Community resilience to health emergencies: A scoping review
Van Kessel G., Milanese S., Dizon J., De Vries DH., Macgregor H., Abramowitz S., Enria L., Burtscher D., Yeoh EK., Thomas BE., Kwang R., De Almeida JR., Gobat N.
Background There is recognition of the importance of community resilience in mitigating long-term effects of health emergencies on communities. To guide policy and practice, conceptual clarity is needed on what community resilience involves and how it can be operationalised for community protection in ways that empower and strengthen local agency. Objectives To identify the core components of community resilience to health emergencies using a scoping review methodology. Search methods PubMed, EMCARE, Scopus, Web of Science, PTSDpubs, APO and ProQuest Dissertations were systematically searched to identify review studies published from 2014. Selection criteria Studies were included if they reported a review of original research papers investigating community resilience in the context of a health emergency. Data collection and analysis Data were extracted from included studies using a specially developed data extraction form. Qualitative data were subjected to a meta-synthesis consisting of three levels of analysis. Main results 38 evidence reviews were included. Analysis identified recurring characteristics of community resilience. Six studies reported 10 abilities required for community resilience including: Adapt, transform, absorb, anticipate, prepare, prevent, self-organise, include, connect and cope. 25 studies reported 11 types of resources: social, economic, environmental, governance, physical infrastructure, institutional, communication, human capital, health, emergency management and socioeconomic.

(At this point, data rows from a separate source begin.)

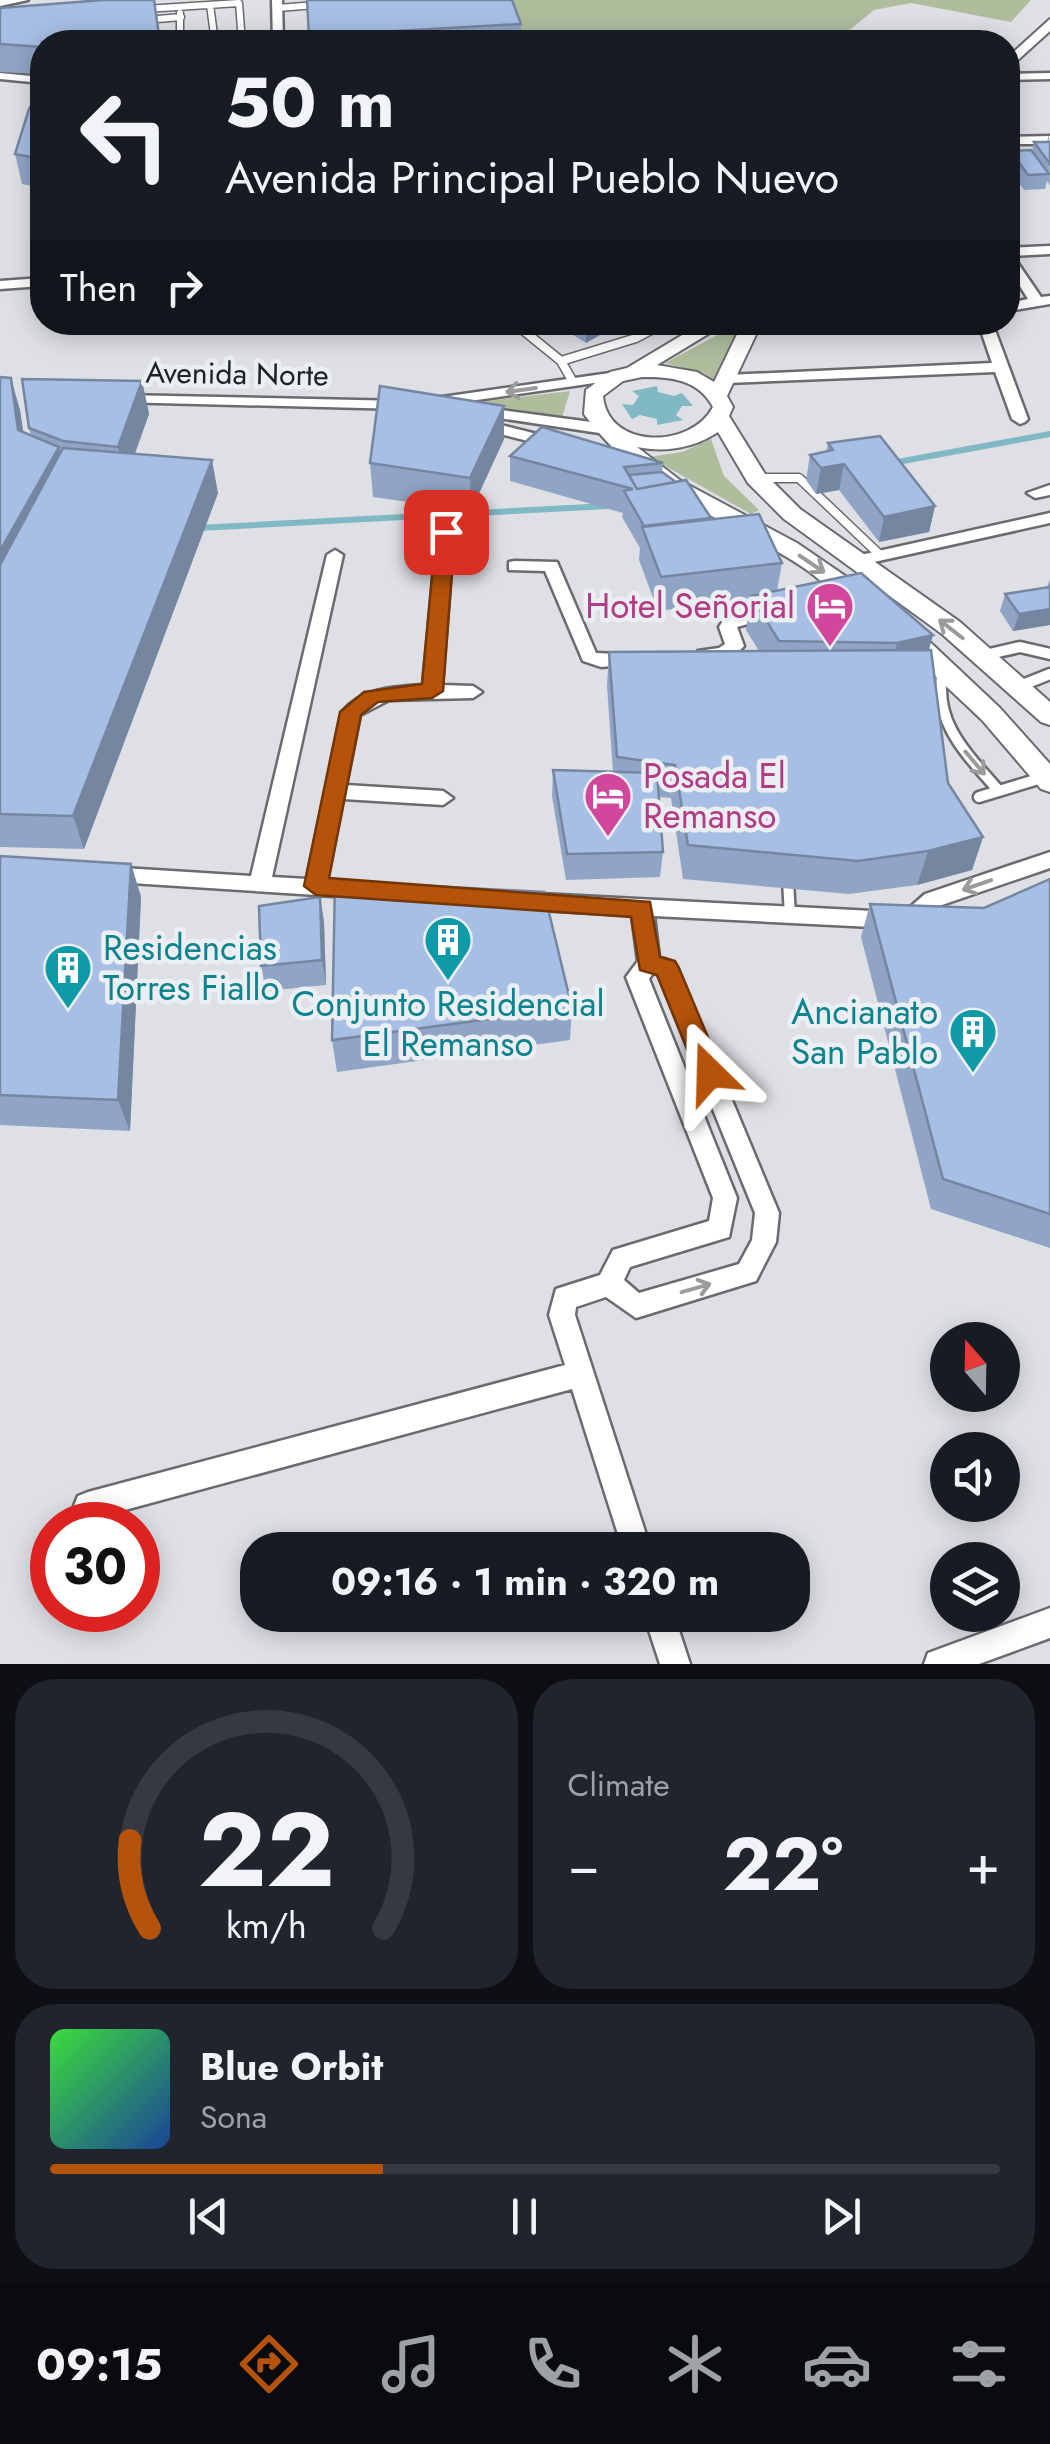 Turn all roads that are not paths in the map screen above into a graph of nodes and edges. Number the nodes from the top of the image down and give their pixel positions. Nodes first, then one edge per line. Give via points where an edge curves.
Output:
1 (152, 0) edge
2 (1050, 2) edge
3 (28, 3) edge
4 (278, 4) edge
5 (0, 5) edge
6 (136, 5) edge
7 (210, 5) junction
8 (178, 7) junction
9 (324, 15) edge
10 (181, 17) junction
11 (1050, 23) edge
12 (180, 30) edge
13 (213, 30) edge
14 (241, 30) edge
15 (278, 30) edge
16 (1020, 31) edge
17 (1020, 53) edge
18 (0, 76) edge
19 (1020, 76) edge
20 (1050, 76) edge
21 (30, 79) edge
22 (1050, 140) edge
23 (1020, 141) edge
24 (1050, 250) edge
25 (1020, 254) edge
26 (1020, 271) edge
27 (30, 283) edge
28 (0, 285) edge
29 (1043, 301) edge
30 (529, 335) edge
31 (642, 335) edge
32 (695, 335) edge
33 (748, 335) edge
34 (989, 335) edge
35 (562, 361) junction
36 (1000, 367) junction
37 (621, 375) junction
38 (573, 382) junction
39 (722, 387) junction
40 (99, 398) edge
41 (413, 405) junction
42 (720, 418) junction
43 (1020, 418) dead end
44 (611, 432) junction
45 (570, 446) edge
46 (612, 460) edge
47 (651, 471) junction
48 (756, 478) junction
49 (1050, 518) edge
50 (446, 532) dead end
51 (335, 555) dead end
52 (868, 558) junction
53 (515, 566) dead end
54 (786, 608) edge
55 (1050, 654) edge
56 (984, 655) junction
57 (688, 656) edge
58 (653, 658) edge
59 (944, 668) junction
60 (1050, 674) edge
61 (1019, 687) junction
62 (432, 691) junction
63 (473, 692) dead end
64 (1050, 716) edge
65 (1048, 780) edge
66 (998, 790) junction
67 (337, 792) junction
68 (978, 797) dead end
69 (442, 798) dead end
70 (1050, 860) edge
71 (92, 874) edge
72 (788, 880) edge
73 (260, 883) junction
74 (316, 886) junction
75 (391, 892) edge
76 (504, 900) edge
77 (642, 908) junction
78 (790, 917) junction
79 (649, 963) junction
80 (610, 1284) junction
81 (580, 1374) junction
82 (103, 1502) edge
83 (632, 1532) edge
84 (1050, 1623) edge
85 (665, 1632) edge
86 (675, 1664) edge
87 (939, 1664) edge

1 - 6 lane
2 - 16 main road
3 - 5 street
4 - 9 lane via 324,5
4 - 15 street
7 - 8 lane
7 - 13 lane
7 - 14 lane via 240,4
8 - 10 lane
8 - 10 lane via 140,12 142,20
10 - 12 lane
11 - 17 main road
18 - 21 street
19 - 20 street
22 - 23 street
24 - 25 street
26 - 29 street
27 - 28 street
30 - 35 lane
31 - 35 lane
32 - 37 main road
33 - 39 main road
34 - 36 street
35 - 38 lane
36 - 39 street
36 - 43 street
37 - 38 street, Avenida Norte
37 - 39 main road via 679,373
37 - 44 main road via 602,384 590,406
38 -> 41 street, Avenida Norte
39 - 42 main road
40 - 41 street, Avenida Norte
41 - 44 street, Avenida Norte
41 - 45 street
42 - 44 main road via 712,429 678,442
42 - 48 main road
44 - 47 main road
46 - 47 street
47 -> 59 main road via 785,545
48 - 52 main road via 820,535
48 - 52 lane via 798,478
49 - 52 street
50 - 62 street
51 - 73 street
56 -> 52 main road
53 - 58 street via 550,566 589,658
54 - 57 street via 730,623 731,651
55 - 56 lane via 1020,647
56 - 61 main road
59 - 65 main road
59 -> 66 lane via 946,728
60 - 61 lane
61 - 64 main road
62 - 63 street
62 - 67 street via 371,697 351,712
65 - 66 lane
66 - 68 lane
67 - 69 street
67 - 74 street
70 -> 78 street via 932,900 918,922
71 - 73 street
72 - 78 lane
73 - 74 street
74 - 75 street
76 - 77 street
77 - 78 street
77 - 79 street
79 - 80 street via 638,976 725,1198 720,1229 622,1258
80 -> 79 street via 636,1306 747,1273 764,1242 766,1213 666,968
80 - 81 street via 565,1298 562,1315
81 - 82 street
81 - 83 street
84 - 87 street
85 - 86 street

Conclusions 21 components have been identified that can be used as a basis for operationalising and measuring community resilience. In contexts of disaster management, community resilience is a fairly mature concept that reflects a community's inherent capacity/abilities to withstand and recover from shocks. There is a need to incorporate a 'resource' perspective that speaks to a wider enabling environment. There is scope to investigate whether the same set of components identified here has relevance in public health emergencies emanating from disease or human acts of aggression and to articulate resilience logics to critical endpoints for health emergency management.